Well $7.21 now, man I timed my sell perfectly - very happy!   

The main reason as I see it is BPC were rumoured to be wanting to takeover AMC, but BPC have since bought a Canadian paper company. so a takeover ain gonna happen, and the premium that was there is now going.

So AMC will drift down to the norm of a PE around 15 - so they may lose another 5% or so and then stay there for a while.

I'd value AMC at about $6.80 based on current earnings and the fact they are not expecting any growth!


----------



## swingstar (20 October 2006)

It's definitely high on my watchlist.


----------



## imaginator (24 October 2006)

swingstar have u started shorting this?


----------



## swingstar (25 October 2006)

imaginator said:
			
		

> swingstar have u started shorting this?




I am short. 

Start of a new channel?


----------



## imaginator (25 October 2006)

ive been shorting it too, since 7.2. U were right, at 7.2, the downtrend became very stable. 1 week before that I entered at 7.45, 7.35, but it was erratic, down, then up, then down...

U really taught me a valuable lesson, to wait for confirmation of a trend!
thanks!


----------



## swingstar (25 October 2006)

imaginator said:
			
		

> ive been shorting it too, since 7.2. U were right, at 7.2, the downtrend became very stable. 1 week before that I entered at 7.45, 7.35, but it was erratic, down, then up, then down...
> 
> U really taught me a valuable lesson, to wait for confirmation of a trend!
> thanks!




It's definitely a good idea for reversals, but for already established trends I prefer to buy in the dips. 

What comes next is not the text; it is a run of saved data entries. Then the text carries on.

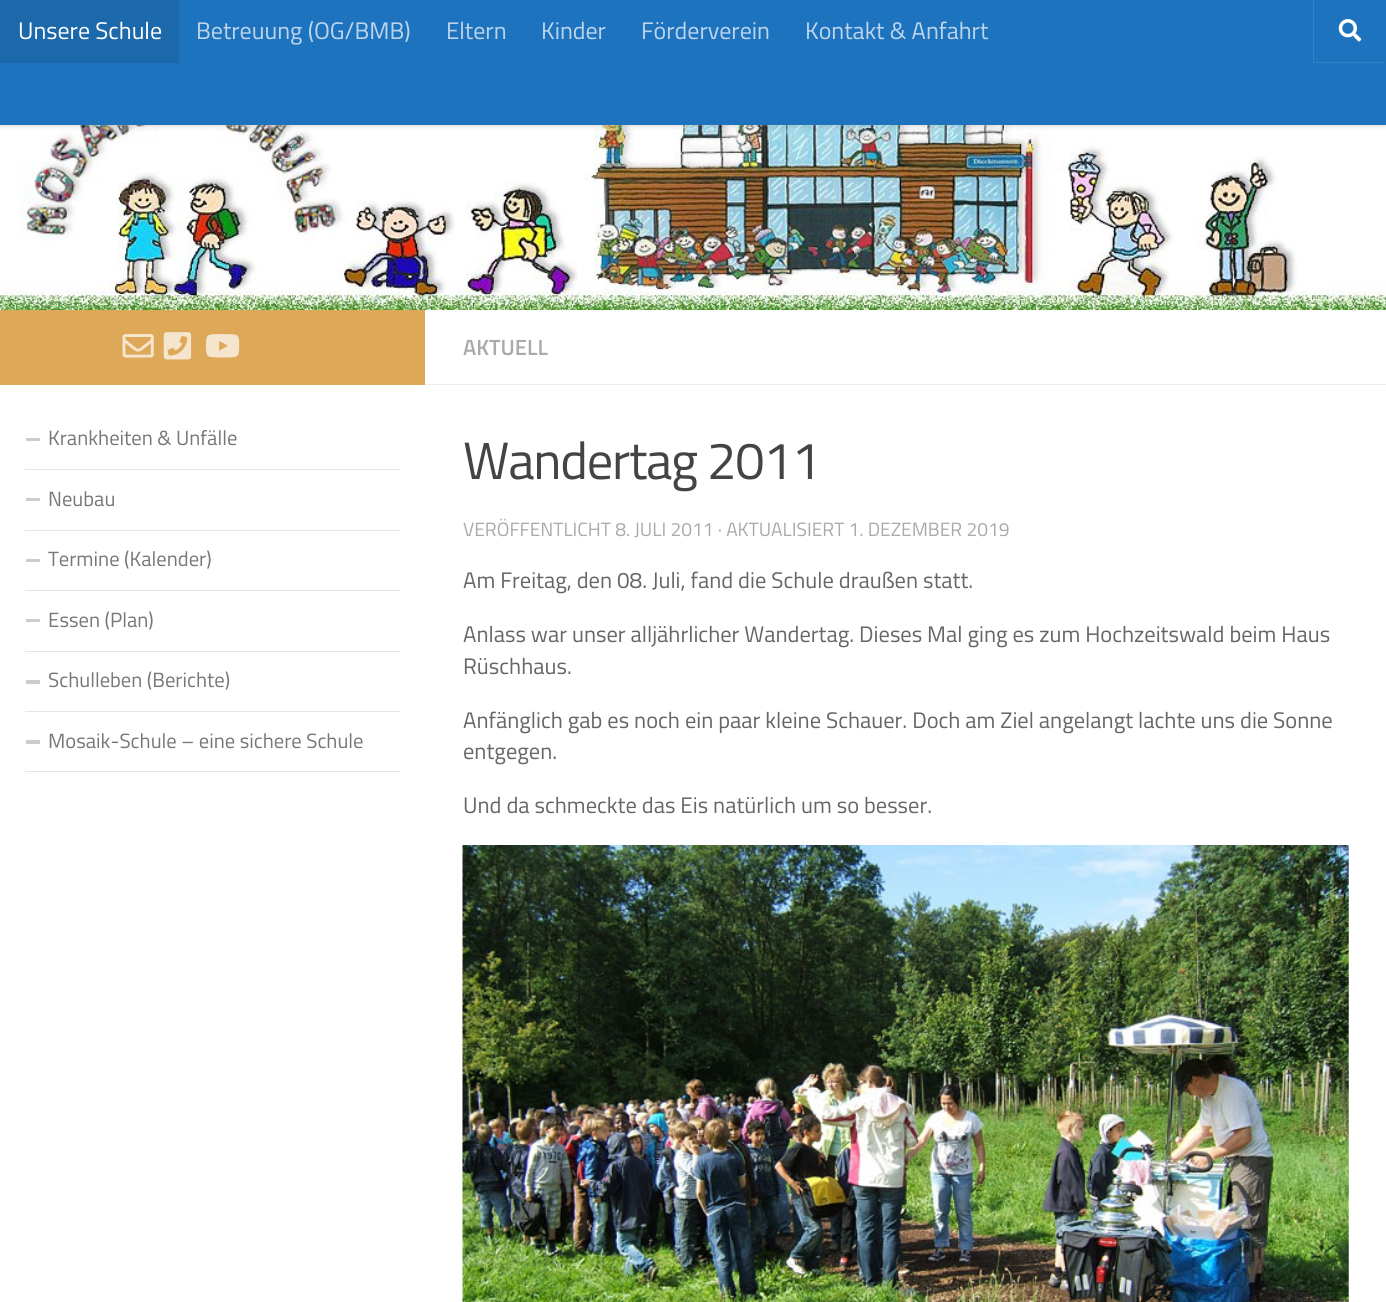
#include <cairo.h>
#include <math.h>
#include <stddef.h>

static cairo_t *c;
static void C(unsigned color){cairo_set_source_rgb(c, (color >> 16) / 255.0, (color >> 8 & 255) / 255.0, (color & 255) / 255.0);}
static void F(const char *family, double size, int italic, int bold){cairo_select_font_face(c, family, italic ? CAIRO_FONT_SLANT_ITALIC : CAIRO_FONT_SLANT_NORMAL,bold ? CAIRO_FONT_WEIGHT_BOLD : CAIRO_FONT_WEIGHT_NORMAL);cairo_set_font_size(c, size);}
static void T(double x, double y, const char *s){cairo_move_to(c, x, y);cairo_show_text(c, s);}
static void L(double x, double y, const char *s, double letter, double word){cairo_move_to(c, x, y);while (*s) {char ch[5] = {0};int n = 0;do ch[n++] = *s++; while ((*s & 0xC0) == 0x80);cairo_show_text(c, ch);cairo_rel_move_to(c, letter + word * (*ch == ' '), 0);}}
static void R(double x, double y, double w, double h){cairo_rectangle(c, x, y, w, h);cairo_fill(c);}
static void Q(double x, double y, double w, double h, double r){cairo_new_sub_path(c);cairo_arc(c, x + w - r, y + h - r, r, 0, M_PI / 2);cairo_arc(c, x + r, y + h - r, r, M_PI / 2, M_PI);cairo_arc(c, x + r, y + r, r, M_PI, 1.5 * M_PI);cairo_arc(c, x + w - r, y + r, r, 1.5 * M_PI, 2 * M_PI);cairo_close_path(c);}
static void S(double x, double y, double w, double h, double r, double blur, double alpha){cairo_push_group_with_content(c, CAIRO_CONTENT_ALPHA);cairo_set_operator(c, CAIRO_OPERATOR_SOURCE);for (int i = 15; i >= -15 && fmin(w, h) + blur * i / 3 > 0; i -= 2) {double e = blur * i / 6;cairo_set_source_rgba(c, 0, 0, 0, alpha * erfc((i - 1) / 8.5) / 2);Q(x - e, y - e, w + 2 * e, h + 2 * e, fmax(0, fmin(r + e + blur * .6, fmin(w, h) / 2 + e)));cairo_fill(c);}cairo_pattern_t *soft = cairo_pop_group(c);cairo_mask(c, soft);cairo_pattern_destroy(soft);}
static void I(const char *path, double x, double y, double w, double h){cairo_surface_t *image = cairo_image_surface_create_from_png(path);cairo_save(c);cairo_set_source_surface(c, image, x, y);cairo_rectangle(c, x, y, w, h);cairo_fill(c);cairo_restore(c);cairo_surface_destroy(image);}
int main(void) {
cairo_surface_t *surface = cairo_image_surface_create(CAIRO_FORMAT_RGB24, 1386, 1302);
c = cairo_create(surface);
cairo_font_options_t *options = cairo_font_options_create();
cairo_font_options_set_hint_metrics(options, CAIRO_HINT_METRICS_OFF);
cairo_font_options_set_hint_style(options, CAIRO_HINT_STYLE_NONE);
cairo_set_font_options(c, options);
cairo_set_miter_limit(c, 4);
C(0xffffff);
cairo_paint(c);
I("2.png",0,125,1386,185);
cairo_set_source_rgba(c,1,1,1,0.15);
R(79,125,925,1);
C(0x000000);
S(0,0,1386,125,0,3,.2);
C(0x1e73be);
R(0,0,1386,125);
C(0x1b68ab);
R(0,0,179,63);
F("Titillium",24,0,0);
C(0xffffff);
T(18,39,"Unsere Schule");
C(0xbcd5ec);
T(196,39,"Betreuung (OG/BMB)");
T(446,39,"Eltern");
T(541,39,"Kinder");
T(641,39,"Förderverein");
T(805,39,"Kontakt & Anfahrt");
C(0x3581c5);
cairo_new_path(c);
cairo_move_to(c,1313,0);
cairo_line_to(c,1313,63);
cairo_line_to(c,1385,63);
cairo_line_to(c,1385,62);
cairo_line_to(c,1314,62);
cairo_line_to(c,1314,0);
cairo_close_path(c);
cairo_fill(c);
I("1.png",1338,19,24,23);
C(0xdda858);
R(0,310,425,75);
I("3.png",122,334,32,24);
I("4.png",163,332,29,28);
I("5.png",205,334,35,24);
C(0xe4e4e4);
R(25,469,375,1);
C(0xcccccc);
R(26,438,14,3);
F("Titillium",20.6,0,0);
C(0x777777);
T(48,445,"Krankheiten & Unfälle");
C(0xe4e4e4);
R(25,530,375,1);
C(0xcccccc);
R(26,498,14,3);
C(0x777777);
T(48,506,"Neubau");
C(0xe4e4e4);
R(25,590,375,1);
C(0xcccccc);
R(26,559,14,3);
C(0x777777);
T(48,566,"Termine (Kalender)");
C(0xe4e4e4);
R(25,651,375,1);
C(0xcccccc);
R(26,619,14,3);
C(0x777777);
T(48,627,"Essen (Plan)");
C(0xe4e4e4);
R(25,711,375,1);
C(0xcccccc);
R(26,680,14,4);
C(0x777777);
T(48,687,"Schulleben (Berichte)");
C(0xe4e4e4);
R(25,771,375,1);
C(0xcccccc);
R(26,740,14,4);
C(0x777777);
T(48,748,"Mosaik-Schule – eine sichere Schule");
C(0xeeeeee);
R(425,384,961,1);
F("Titillium SemiBold",22,0,0);
C(0xaaaaaa);
T(463,355,"AKTUELL");
F("Titillium",52.5,0,0);
C(0x444444);
L(463,479,"Wandertag 2011",-1.25,0);
F("Titillium",19.25,0,0);
C(0xaaaaaa);
T(463,536,"VERÖFFENTLICHT 8. JULI 2011 · AKTUALISIERT 1. DEZEMBER 2019");
F("Titillium",22.5,0,0);
C(0x666666);
T(463,588,"Am Freitag, den 08. Juli, fand die Schule draußen statt.");
T(463,642,"Anlass war unser alljährlicher Wandertag. Dieses Mal ging es zum Hochzeitswald beim Haus");
T(463,674,"Rüschhaus.");
T(463,728,"Anfänglich gab es noch ein paar kleine Schauer. Doch am Ziel angelangt lachte uns die Sonne");
T(463,759,"entgegen.");
T(463,813,"Und da schmeckte das Eis natürlich um so besser.");
I("6.png",462,845,887,457);
cairo_surface_write_to_png(surface, "o.png");
cairo_font_options_destroy(options);
cairo_destroy(c);
cairo_surface_destroy(surface);
return 0;
}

Hopefully we'll see Amcor right back down to the $6.40 area, but I expect a few counter trends on the way, especially around $6.80-7.00.


----------



## Realist (25 October 2006)

I would not short AMC. 

It is farily valued as is, the downtrend was merely cause the takeover rumours subsided.  $7.00 is a fair valuation considering it is a solid company that makes profits, pays good dividends and has a lowish PER - it in my opinion can not drop much further, and may in all possibility go back to $7.50 soon.

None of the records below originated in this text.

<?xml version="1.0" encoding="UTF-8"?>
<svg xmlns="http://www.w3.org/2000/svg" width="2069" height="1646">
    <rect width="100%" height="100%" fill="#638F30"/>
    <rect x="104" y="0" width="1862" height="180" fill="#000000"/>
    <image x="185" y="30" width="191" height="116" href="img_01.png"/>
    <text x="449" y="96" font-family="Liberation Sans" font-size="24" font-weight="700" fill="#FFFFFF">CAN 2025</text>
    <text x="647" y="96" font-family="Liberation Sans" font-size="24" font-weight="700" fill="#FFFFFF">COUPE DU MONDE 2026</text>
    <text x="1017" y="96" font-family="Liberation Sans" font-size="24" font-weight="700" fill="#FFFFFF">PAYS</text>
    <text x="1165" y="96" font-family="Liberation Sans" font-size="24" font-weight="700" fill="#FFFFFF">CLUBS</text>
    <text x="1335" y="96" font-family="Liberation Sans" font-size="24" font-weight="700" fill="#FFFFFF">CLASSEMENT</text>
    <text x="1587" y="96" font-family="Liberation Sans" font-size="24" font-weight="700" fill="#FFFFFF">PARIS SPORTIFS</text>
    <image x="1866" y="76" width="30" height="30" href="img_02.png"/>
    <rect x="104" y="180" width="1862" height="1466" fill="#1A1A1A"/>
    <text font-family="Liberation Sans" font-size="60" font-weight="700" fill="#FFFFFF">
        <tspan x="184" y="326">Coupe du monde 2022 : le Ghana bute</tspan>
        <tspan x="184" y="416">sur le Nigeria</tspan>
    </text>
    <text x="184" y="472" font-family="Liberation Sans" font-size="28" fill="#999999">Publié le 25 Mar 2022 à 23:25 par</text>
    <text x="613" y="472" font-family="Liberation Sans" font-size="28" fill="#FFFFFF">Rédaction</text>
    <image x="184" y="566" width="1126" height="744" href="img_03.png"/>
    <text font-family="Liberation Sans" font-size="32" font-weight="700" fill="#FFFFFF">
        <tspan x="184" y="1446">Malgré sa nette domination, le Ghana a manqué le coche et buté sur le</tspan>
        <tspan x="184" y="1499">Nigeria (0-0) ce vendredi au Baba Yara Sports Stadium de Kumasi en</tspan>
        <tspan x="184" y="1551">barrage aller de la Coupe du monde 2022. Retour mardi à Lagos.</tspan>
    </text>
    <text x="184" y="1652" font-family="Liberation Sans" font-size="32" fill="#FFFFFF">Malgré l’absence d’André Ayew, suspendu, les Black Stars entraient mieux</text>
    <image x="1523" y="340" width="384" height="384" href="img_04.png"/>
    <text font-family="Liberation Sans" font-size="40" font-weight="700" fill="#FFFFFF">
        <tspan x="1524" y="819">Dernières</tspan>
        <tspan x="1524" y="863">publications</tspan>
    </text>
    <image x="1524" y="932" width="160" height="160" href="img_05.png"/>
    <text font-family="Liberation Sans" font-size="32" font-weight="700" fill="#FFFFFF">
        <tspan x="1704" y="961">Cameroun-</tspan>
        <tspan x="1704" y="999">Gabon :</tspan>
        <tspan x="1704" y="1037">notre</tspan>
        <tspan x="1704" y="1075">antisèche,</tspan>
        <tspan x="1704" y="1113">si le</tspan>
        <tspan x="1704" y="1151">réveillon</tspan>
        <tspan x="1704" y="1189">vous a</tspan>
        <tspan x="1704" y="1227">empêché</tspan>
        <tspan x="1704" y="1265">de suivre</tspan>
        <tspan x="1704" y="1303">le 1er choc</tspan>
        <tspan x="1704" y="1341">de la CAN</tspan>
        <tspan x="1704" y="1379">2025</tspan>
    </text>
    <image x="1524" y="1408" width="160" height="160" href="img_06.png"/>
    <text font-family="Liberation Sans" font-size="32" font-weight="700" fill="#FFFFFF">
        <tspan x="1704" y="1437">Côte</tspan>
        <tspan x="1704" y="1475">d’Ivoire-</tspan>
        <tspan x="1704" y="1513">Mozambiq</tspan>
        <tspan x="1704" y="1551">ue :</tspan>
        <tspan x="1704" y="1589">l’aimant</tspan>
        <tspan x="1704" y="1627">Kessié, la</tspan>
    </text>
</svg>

The most you could make in my opinion is a drop from $7.00 to about $6.40.  Not worth it considering it may rise 60c just as easily.


----------



## imaginator (25 October 2006)

argh they issued a report and the price all over the place now


----------



## swingstar (25 October 2006)

Realist said:
			
		

> I would not short AMC.
> 
> It is farily valued as is, the downtrend was merely cause the takeover rumours subsided.  $7.00 is a fair valuation considering it is a solid company that makes profits, pays good dividends and has a lowish PER - it in my opinion can not drop much further, and may in all possibility go back to $7.50 soon.
> 
> The most you could make in my opinion is a drop from $7.00 to about $6.40.  Not worth it considering it may rise 60c just as easily.




A fall from 7.25ish (where I got in) to $6.40 is a 11% drop. Long ATM put options, that's about a 800% return on (my) risk, which is very good for a trade that I feel comfortable with.


----------



## imaginator (25 October 2006)

should have shorted somemore when it jumped to 7.15 this morning!
now 6.96

but anyway, "come on down amc!"


----------



## swingstar (25 October 2006)

Tomorrow will be interesting... I wonder whether the high today is all the resistance this downtrend has in it. If so look out below. 

I read the announcement... sounded quite negative in the short-term.


----------



## imaginator (25 October 2006)

*Amcor considers further plant closures*

Wednesday October 25, 2006, 4:30 pm



_Global packager Amcor Ltd is considering further asset sales and plant closures over the next 12 months as it battles rising input costs and higher energy prices.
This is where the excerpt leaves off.